ENTRIES SUPPLIED below:
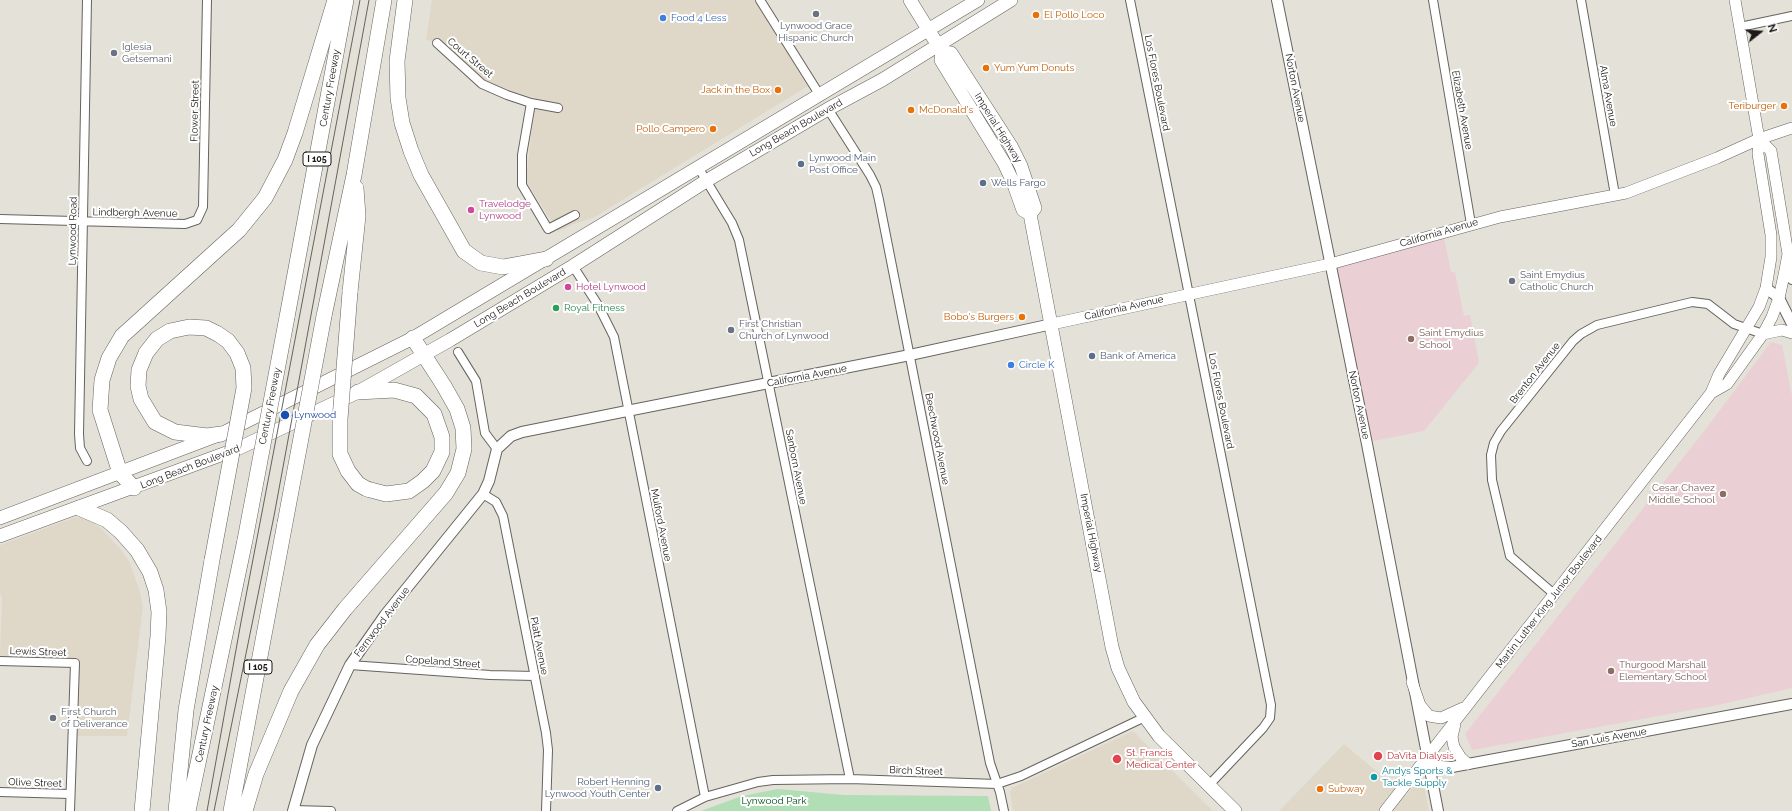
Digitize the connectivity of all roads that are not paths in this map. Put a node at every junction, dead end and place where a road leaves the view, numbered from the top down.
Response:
1 (87, 0) edge
2 (207, 0) edge
3 (335, 0) edge
4 (346, 0) edge
5 (384, 0) edge
6 (405, 0) edge
7 (760, 0) edge
8 (910, 0) edge
9 (978, 0) edge
10 (1011, 0) edge
11 (1130, 0) edge
12 (1278, 0) edge
13 (1433, 0) edge
14 (1581, 0) edge
15 (1735, 0) edge
16 (1792, 16) edge
17 (1740, 27) junction
18 (928, 31) junction
19 (437, 44) dead end
20 (940, 49) junction
21 (819, 94) junction
22 (531, 103) junction
23 (558, 108) dead end
24 (828, 109) junction
25 (1792, 128) edge
26 (1759, 139) junction
27 (698, 167) junction
28 (354, 175) junction
29 (706, 181) junction
30 (1615, 195) junction
31 (575, 215) dead end
32 (0, 219) edge
33 (196, 220) joint
34 (83, 222) junction
35 (1471, 224) junction
36 (1790, 254) edge
37 (546, 259) junction
38 (1330, 264) junction
39 (573, 266) junction
40 (1792, 279) edge
41 (1766, 288) junction
42 (1190, 294) junction
43 (1779, 298) junction
44 (1052, 324) junction
45 (1792, 324) edge
46 (1746, 329) junction
47 (1792, 332) edge
48 (1763, 334) junction
49 (413, 338) junction
50 (458, 352) dead end
51 (424, 355) junction
52 (910, 355) junction
53 (769, 383) junction
54 (358, 392) junction
55 (1711, 393) junction
56 (627, 410) junction
57 (221, 434) junction
58 (497, 449) junction
59 (86, 461) dead end
60 (120, 473) junction
61 (134, 488) junction
62 (483, 494) junction
63 (79, 508) junction
64 (0, 518) edge
65 (0, 536) edge
66 (1554, 594) junction
67 (0, 660) edge
68 (350, 665) junction
69 (535, 676) junction
70 (1412, 682) junction
71 (1470, 703) junction
72 (1792, 704) edge
73 (1145, 717) junction
74 (1455, 723) junction
75 (1427, 758) junction
76 (1468, 764) junction
77 (850, 779) junction
78 (997, 784) junction
79 (1209, 785) junction
80 (0, 792) edge
81 (70, 794) junction
82 (705, 797) junction
83 (70, 811) edge
84 (142, 811) edge
85 (176, 811) edge
86 (188, 811) edge
87 (231, 811) edge
88 (245, 811) edge
89 (293, 811) edge
90 (331, 811) edge
91 (546, 811) edge
92 (677, 811) edge
93 (1004, 811) edge
94 (1236, 811) edge
95 (1385, 811) edge
96 (1438, 811) edge

1 - 34 street, Lynwood Road
2 - 33 street, Flower Street
3 - 60 highway
4 - 86 highway, Century Freeway / I 105, bridge
5 - 28 highway, I 105
6 - 37 highway
7 - 21 street
8 - 18 main road, Imperial Highway
9 - 18 main road, Long Beach Boulevard
10 - 20 main road, Long Beach Boulevard
11 - 42 street, Los Flores Boulevard
12 - 38 street, Norton Avenue
13 - 35 street, Elizabeth Avenue
14 - 30 street, Alma Avenue
15 - 17 main road, Martin Luther King Junior Boulevard
16 - 17 street
17 - 26 main road, Martin Luther King Junior Boulevard
18 - 20 main road, Imperial Highway
18 - 21 main road, Long Beach Boulevard
19 - 22 street, Court Street
20 - 24 main road, Long Beach Boulevard
20 - 44 main road, Imperial Highway
21 - 27 main road, Long Beach Boulevard
22 - 23 street, Court Street
22 - 31 street
24 - 29 main road, Long Beach Boulevard
24 - 52 street, Beechwood Avenue
25 - 26 main road, California Avenue
26 - 30 main road, California Avenue
26 - 36 main road, Martin Luther King Junior Boulevard
26 - 41 main road, Martin Luther King Junior Boulevard
27 - 29 street, Sanborn Avenue
27 - 37 main road, Long Beach Boulevard
28 - 54 highway, bridge
28 - 87 highway, I 105, bridge
29 - 39 main road, Long Beach Boulevard
29 - 53 street, Sanborn Avenue
30 - 35 main road, California Avenue
32 - 34 street, Lindbergh Avenue
33 - 34 street, Lindbergh Avenue
34 - 59 street, Lynwood Road
35 - 38 main road, California Avenue
36 - 40 street
36 - 43 main road, Martin Luther King Junior Boulevard
37 - 49 main road, Long Beach Boulevard
38 - 42 main road, California Avenue
38 - 70 street, Norton Avenue
39 - 51 main road, Long Beach Boulevard
39 - 56 street, Mulford Avenue
41 - 43 street
41 - 46 main road, Martin Luther King Junior Boulevard
42 - 44 main road, California Avenue
42 - 79 street, Los Flores Boulevard
43 - 45 street
43 - 48 main road, Martin Luther King Junior Boulevard
44 - 52 street, California Avenue
44 - 73 main road, Imperial Highway
46 - 48 street, Brenton Avenue
46 - 55 main road, Martin Luther King Junior Boulevard
46 - 66 street, Brenton Avenue
47 - 48 main road
48 - 55 main road, Martin Luther King Junior Boulevard
49 - 51 highway
49 - 57 main road, Long Beach Boulevard
50 - 58 street
51 - 54 main road, Long Beach Boulevard
51 - 88 highway
52 - 53 street, California Avenue
52 - 78 street, Beechwood Avenue
53 - 56 street, California Avenue
53 - 77 street, Sanborn Avenue
54 - 61 main road, Long Beach Boulevard
55 - 66 main road, Martin Luther King Junior Boulevard
56 - 58 street, California Avenue
56 - 82 street, Mulford Avenue
57 - 60 main road, Long Beach Boulevard
57 - 85 highway, bridge
58 - 62 street
60 - 61 highway
60 - 64 main road, Long Beach Boulevard
61 - 63 main road, Long Beach Boulevard
62 - 68 street, Fernwood Avenue
62 - 69 street, Platt Avenue
63 - 65 main road, Long Beach Boulevard
63 - 84 highway
66 - 71 main road, Martin Luther King Junior Boulevard
67 - 81 street, Lewis Street
68 - 69 street, Copeland Street
68 - 89 street, Fernwood Avenue
69 - 91 street, Platt Avenue
70 - 71 main road
70 - 75 street, Norton Avenue
71 - 74 main road, Martin Luther King Junior Boulevard
72 - 76 street, San Luis Avenue
73 - 78 street, Birch Street
73 - 79 main road, Imperial Highway
74 - 75 main road, Martin Luther King Junior Boulevard
74 - 76 main road
75 - 76 street, San Luis Avenue
75 - 95 main road, Martin Luther King Junior Boulevard
75 - 96 street, Norton Avenue
77 - 78 street, Birch Street
77 - 82 street, Birch Street
78 - 93 street, Beechwood Avenue
79 - 94 main road, Imperial Highway
80 - 81 street, Olive Street
81 - 83 street
82 - 92 street, Birch Street
89 - 90 street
End of ENTRIES SUPPLIED.
◆ DESCRIPTION OF THE TASK
This exercise needs every entry retyped exactly, with the pictures removed.

◆ RESULT OF THE TASK
Digitize the connectivity of all roads that are not paths in this map. Put a node at every junction, dead end and place where a road leaves the view, numbered from the top down.
Response:
1 (87, 0) edge
2 (207, 0) edge
3 (335, 0) edge
4 (346, 0) edge
5 (384, 0) edge
6 (405, 0) edge
7 (760, 0) edge
8 (910, 0) edge
9 (978, 0) edge
10 (1011, 0) edge
11 (1130, 0) edge
12 (1278, 0) edge
13 (1433, 0) edge
14 (1581, 0) edge
15 (1735, 0) edge
16 (1792, 16) edge
17 (1740, 27) junction
18 (928, 31) junction
19 (437, 44) dead end
20 (940, 49) junction
21 (819, 94) junction
22 (531, 103) junction
23 (558, 108) dead end
24 (828, 109) junction
25 (1792, 128) edge
26 (1759, 139) junction
27 (698, 167) junction
28 (354, 175) junction
29 (706, 181) junction
30 (1615, 195) junction
31 (575, 215) dead end
32 (0, 219) edge
33 (196, 220) joint
34 (83, 222) junction
35 (1471, 224) junction
36 (1790, 254) edge
37 (546, 259) junction
38 (1330, 264) junction
39 (573, 266) junction
40 (1792, 279) edge
41 (1766, 288) junction
42 (1190, 294) junction
43 (1779, 298) junction
44 (1052, 324) junction
45 (1792, 324) edge
46 (1746, 329) junction
47 (1792, 332) edge
48 (1763, 334) junction
49 (413, 338) junction
50 (458, 352) dead end
51 (424, 355) junction
52 (910, 355) junction
53 (769, 383) junction
54 (358, 392) junction
55 (1711, 393) junction
56 (627, 410) junction
57 (221, 434) junction
58 (497, 449) junction
59 (86, 461) dead end
60 (120, 473) junction
61 (134, 488) junction
62 (483, 494) junction
63 (79, 508) junction
64 (0, 518) edge
65 (0, 536) edge
66 (1554, 594) junction
67 (0, 660) edge
68 (350, 665) junction
69 (535, 676) junction
70 (1412, 682) junction
71 (1470, 703) junction
72 (1792, 704) edge
73 (1145, 717) junction
74 (1455, 723) junction
75 (1427, 758) junction
76 (1468, 764) junction
77 (850, 779) junction
78 (997, 784) junction
79 (1209, 785) junction
80 (0, 792) edge
81 (70, 794) junction
82 (705, 797) junction
83 (70, 811) edge
84 (142, 811) edge
85 (176, 811) edge
86 (188, 811) edge
87 (231, 811) edge
88 (245, 811) edge
89 (293, 811) edge
90 (331, 811) edge
91 (546, 811) edge
92 (677, 811) edge
93 (1004, 811) edge
94 (1236, 811) edge
95 (1385, 811) edge
96 (1438, 811) edge

1 - 34 street, Lynwood Road
2 - 33 street, Flower Street
3 - 60 highway
4 - 86 highway, Century Freeway / I 105, bridge
5 - 28 highway, I 105
6 - 37 highway
7 - 21 street
8 - 18 main road, Imperial Highway
9 - 18 main road, Long Beach Boulevard
10 - 20 main road, Long Beach Boulevard
11 - 42 street, Los Flores Boulevard
12 - 38 street, Norton Avenue
13 - 35 street, Elizabeth Avenue
14 - 30 street, Alma Avenue
15 - 17 main road, Martin Luther King Junior Boulevard
16 - 17 street
17 - 26 main road, Martin Luther King Junior Boulevard
18 - 20 main road, Imperial Highway
18 - 21 main road, Long Beach Boulevard
19 - 22 street, Court Street
20 - 24 main road, Long Beach Boulevard
20 - 44 main road, Imperial Highway
21 - 27 main road, Long Beach Boulevard
22 - 23 street, Court Street
22 - 31 street
24 - 29 main road, Long Beach Boulevard
24 - 52 street, Beechwood Avenue
25 - 26 main road, California Avenue
26 - 30 main road, California Avenue
26 - 36 main road, Martin Luther King Junior Boulevard
26 - 41 main road, Martin Luther King Junior Boulevard
27 - 29 street, Sanborn Avenue
27 - 37 main road, Long Beach Boulevard
28 - 54 highway, bridge
28 - 87 highway, I 105, bridge
29 - 39 main road, Long Beach Boulevard
29 - 53 street, Sanborn Avenue
30 - 35 main road, California Avenue
32 - 34 street, Lindbergh Avenue
33 - 34 street, Lindbergh Avenue
34 - 59 street, Lynwood Road
35 - 38 main road, California Avenue
36 - 40 street
36 - 43 main road, Martin Luther King Junior Boulevard
37 - 49 main road, Long Beach Boulevard
38 - 42 main road, California Avenue
38 - 70 street, Norton Avenue
39 - 51 main road, Long Beach Boulevard
39 - 56 street, Mulford Avenue
41 - 43 street
41 - 46 main road, Martin Luther King Junior Boulevard
42 - 44 main road, California Avenue
42 - 79 street, Los Flores Boulevard
43 - 45 street
43 - 48 main road, Martin Luther King Junior Boulevard
44 - 52 street, California Avenue
44 - 73 main road, Imperial Highway
46 - 48 street, Brenton Avenue
46 - 55 main road, Martin Luther King Junior Boulevard
46 - 66 street, Brenton Avenue
47 - 48 main road
48 - 55 main road, Martin Luther King Junior Boulevard
49 - 51 highway
49 - 57 main road, Long Beach Boulevard
50 - 58 street
51 - 54 main road, Long Beach Boulevard
51 - 88 highway
52 - 53 street, California Avenue
52 - 78 street, Beechwood Avenue
53 - 56 street, California Avenue
53 - 77 street, Sanborn Avenue
54 - 61 main road, Long Beach Boulevard
55 - 66 main road, Martin Luther King Junior Boulevard
56 - 58 street, California Avenue
56 - 82 street, Mulford Avenue
57 - 60 main road, Long Beach Boulevard
57 - 85 highway, bridge
58 - 62 street
60 - 61 highway
60 - 64 main road, Long Beach Boulevard
61 - 63 main road, Long Beach Boulevard
62 - 68 street, Fernwood Avenue
62 - 69 street, Platt Avenue
63 - 65 main road, Long Beach Boulevard
63 - 84 highway
66 - 71 main road, Martin Luther King Junior Boulevard
67 - 81 street, Lewis Street
68 - 69 street, Copeland Street
68 - 89 street, Fernwood Avenue
69 - 91 street, Platt Avenue
70 - 71 main road
70 - 75 street, Norton Avenue
71 - 74 main road, Martin Luther King Junior Boulevard
72 - 76 street, San Luis Avenue
73 - 78 street, Birch Street
73 - 79 main road, Imperial Highway
74 - 75 main road, Martin Luther King Junior Boulevard
74 - 76 main road
75 - 76 street, San Luis Avenue
75 - 95 main road, Martin Luther King Junior Boulevard
75 - 96 street, Norton Avenue
77 - 78 street, Birch Street
77 - 82 street, Birch Street
78 - 93 street, Beechwood Avenue
79 - 94 main road, Imperial Highway
80 - 81 street, Olive Street
81 - 83 street
82 - 92 street, Birch Street
89 - 90 street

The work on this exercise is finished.